* EXERCISE
Please return every line below that contains the string "further".
------------------------------------------------------------
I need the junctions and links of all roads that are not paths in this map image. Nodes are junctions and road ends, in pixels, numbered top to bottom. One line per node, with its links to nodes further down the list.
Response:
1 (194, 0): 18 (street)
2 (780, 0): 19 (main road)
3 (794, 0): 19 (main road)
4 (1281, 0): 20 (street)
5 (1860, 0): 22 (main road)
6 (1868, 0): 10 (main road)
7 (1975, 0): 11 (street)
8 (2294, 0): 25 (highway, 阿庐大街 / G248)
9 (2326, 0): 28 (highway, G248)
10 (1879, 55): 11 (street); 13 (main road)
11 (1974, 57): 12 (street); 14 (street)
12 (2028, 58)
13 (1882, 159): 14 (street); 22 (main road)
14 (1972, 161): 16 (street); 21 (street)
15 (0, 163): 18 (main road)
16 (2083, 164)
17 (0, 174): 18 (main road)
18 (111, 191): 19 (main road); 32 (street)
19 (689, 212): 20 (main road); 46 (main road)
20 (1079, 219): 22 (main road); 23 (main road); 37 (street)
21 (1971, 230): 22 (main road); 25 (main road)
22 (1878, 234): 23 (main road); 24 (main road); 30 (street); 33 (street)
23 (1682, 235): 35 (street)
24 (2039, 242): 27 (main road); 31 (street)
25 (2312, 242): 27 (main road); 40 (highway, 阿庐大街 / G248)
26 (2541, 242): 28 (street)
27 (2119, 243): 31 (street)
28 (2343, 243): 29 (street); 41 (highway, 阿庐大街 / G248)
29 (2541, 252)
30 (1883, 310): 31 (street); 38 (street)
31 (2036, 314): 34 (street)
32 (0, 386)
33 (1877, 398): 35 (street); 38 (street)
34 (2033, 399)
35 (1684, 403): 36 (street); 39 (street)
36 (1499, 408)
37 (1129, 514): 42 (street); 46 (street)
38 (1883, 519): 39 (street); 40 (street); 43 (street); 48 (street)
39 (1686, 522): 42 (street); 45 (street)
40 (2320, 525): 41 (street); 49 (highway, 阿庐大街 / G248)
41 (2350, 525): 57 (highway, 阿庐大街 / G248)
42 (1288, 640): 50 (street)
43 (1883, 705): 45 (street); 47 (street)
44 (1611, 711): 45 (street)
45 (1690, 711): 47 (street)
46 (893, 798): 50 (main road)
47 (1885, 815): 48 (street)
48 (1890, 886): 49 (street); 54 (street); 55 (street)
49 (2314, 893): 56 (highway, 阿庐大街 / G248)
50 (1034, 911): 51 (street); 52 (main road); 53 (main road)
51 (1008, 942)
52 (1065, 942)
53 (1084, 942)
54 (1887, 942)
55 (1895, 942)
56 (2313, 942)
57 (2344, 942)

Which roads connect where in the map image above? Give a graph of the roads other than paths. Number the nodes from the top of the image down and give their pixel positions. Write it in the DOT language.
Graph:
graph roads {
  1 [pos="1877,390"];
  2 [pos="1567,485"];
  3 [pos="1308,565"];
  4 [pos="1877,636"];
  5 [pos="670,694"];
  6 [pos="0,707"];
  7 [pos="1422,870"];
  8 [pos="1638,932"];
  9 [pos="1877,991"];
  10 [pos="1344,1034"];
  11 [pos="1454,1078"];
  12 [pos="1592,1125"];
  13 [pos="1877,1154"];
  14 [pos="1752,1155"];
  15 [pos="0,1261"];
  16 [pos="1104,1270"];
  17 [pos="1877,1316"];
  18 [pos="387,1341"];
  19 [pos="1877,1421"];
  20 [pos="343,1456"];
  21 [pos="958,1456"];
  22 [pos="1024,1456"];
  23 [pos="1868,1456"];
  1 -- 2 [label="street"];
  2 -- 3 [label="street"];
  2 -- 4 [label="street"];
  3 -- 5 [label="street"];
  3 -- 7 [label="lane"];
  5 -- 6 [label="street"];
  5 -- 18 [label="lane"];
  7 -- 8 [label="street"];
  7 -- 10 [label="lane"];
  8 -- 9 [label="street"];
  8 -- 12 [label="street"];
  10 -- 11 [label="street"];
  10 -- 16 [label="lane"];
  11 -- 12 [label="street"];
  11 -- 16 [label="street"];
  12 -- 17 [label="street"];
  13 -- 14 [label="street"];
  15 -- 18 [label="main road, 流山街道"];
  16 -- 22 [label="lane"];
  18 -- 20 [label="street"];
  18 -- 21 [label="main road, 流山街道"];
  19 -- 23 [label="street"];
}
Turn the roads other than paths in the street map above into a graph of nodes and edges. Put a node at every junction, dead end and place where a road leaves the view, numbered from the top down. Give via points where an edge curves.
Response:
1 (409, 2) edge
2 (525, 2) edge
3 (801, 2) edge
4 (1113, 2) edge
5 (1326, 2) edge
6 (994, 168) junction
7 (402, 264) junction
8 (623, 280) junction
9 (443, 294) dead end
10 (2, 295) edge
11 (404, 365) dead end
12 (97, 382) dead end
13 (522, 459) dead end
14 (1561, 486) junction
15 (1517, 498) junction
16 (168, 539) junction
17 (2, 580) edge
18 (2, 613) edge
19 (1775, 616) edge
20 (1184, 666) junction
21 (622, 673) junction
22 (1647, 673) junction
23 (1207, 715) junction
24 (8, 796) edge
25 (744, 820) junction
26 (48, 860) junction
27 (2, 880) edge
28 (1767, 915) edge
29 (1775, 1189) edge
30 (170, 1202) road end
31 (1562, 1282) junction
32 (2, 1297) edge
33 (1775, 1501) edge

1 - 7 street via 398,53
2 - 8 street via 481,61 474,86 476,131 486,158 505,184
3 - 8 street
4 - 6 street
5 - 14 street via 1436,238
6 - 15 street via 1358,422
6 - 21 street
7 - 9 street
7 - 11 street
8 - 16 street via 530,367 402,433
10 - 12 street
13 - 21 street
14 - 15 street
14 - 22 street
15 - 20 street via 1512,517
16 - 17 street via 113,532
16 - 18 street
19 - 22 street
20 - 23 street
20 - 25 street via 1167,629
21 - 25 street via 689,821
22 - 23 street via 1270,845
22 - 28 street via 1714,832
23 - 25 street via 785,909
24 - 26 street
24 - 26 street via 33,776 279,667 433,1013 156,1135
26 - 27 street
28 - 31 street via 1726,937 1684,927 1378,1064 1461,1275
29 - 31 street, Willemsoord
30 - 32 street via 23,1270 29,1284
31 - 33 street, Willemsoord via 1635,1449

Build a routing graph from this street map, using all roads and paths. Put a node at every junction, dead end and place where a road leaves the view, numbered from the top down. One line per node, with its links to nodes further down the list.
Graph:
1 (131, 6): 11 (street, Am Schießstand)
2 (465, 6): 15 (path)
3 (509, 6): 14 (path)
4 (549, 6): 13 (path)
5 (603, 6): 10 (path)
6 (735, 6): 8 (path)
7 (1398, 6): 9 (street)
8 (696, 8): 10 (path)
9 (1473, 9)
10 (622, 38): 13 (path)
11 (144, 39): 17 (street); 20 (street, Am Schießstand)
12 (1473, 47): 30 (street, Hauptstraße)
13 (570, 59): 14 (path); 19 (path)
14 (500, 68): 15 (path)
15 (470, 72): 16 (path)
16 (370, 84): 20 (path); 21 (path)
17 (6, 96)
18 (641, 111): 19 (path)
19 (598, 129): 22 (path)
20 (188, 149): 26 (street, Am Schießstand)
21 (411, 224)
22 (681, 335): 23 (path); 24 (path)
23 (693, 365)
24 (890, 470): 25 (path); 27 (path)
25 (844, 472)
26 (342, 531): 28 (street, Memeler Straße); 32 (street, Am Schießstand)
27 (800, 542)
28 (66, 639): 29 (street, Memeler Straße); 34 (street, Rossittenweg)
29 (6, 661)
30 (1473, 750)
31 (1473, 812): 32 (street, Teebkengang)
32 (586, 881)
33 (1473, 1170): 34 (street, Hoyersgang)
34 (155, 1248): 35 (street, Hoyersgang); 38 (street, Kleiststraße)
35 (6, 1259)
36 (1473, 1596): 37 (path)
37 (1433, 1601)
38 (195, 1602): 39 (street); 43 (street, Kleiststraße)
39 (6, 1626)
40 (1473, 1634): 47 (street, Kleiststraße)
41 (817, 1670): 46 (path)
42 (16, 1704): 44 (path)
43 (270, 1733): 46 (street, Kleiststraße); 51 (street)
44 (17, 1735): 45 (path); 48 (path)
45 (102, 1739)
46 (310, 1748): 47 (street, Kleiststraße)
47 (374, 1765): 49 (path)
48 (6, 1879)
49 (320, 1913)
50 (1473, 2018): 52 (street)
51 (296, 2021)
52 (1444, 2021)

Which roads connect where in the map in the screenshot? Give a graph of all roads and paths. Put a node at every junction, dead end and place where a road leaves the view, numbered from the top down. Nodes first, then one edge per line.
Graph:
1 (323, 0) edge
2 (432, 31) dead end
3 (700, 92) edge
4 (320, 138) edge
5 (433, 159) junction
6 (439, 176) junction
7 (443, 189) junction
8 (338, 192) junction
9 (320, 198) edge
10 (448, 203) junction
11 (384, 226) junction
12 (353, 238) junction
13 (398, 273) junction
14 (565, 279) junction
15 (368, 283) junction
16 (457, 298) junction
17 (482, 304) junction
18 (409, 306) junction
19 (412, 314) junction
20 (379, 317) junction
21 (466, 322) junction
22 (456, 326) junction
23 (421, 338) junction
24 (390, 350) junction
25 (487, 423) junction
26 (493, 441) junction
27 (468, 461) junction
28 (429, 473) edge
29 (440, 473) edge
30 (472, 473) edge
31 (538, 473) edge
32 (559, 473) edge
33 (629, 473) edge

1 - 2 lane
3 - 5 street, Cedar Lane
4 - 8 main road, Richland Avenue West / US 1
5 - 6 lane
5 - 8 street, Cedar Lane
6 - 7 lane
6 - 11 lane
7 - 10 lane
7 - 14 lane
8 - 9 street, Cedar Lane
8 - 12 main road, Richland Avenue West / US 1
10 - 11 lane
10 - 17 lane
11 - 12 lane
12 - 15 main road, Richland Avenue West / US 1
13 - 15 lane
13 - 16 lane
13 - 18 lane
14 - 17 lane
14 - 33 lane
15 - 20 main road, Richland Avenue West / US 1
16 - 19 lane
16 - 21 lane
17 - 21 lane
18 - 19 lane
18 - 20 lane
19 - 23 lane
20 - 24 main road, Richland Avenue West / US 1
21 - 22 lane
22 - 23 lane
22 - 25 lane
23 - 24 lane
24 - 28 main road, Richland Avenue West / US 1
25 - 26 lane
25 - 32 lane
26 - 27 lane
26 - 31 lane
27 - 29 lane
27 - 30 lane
------------------------------------------------------------
* SOLVED PROBLEM
I need the junctions and links of all roads that are not paths in this map image. Nodes are junctions and road ends, in pixels, numbered top to bottom. One line per node, with its links to nodes further down the list.
Build a routing graph from this street map, using all roads and paths. Put a node at every junction, dead end and place where a road leaves the view, numbered from the top down. One line per node, with its links to nodes further down the list.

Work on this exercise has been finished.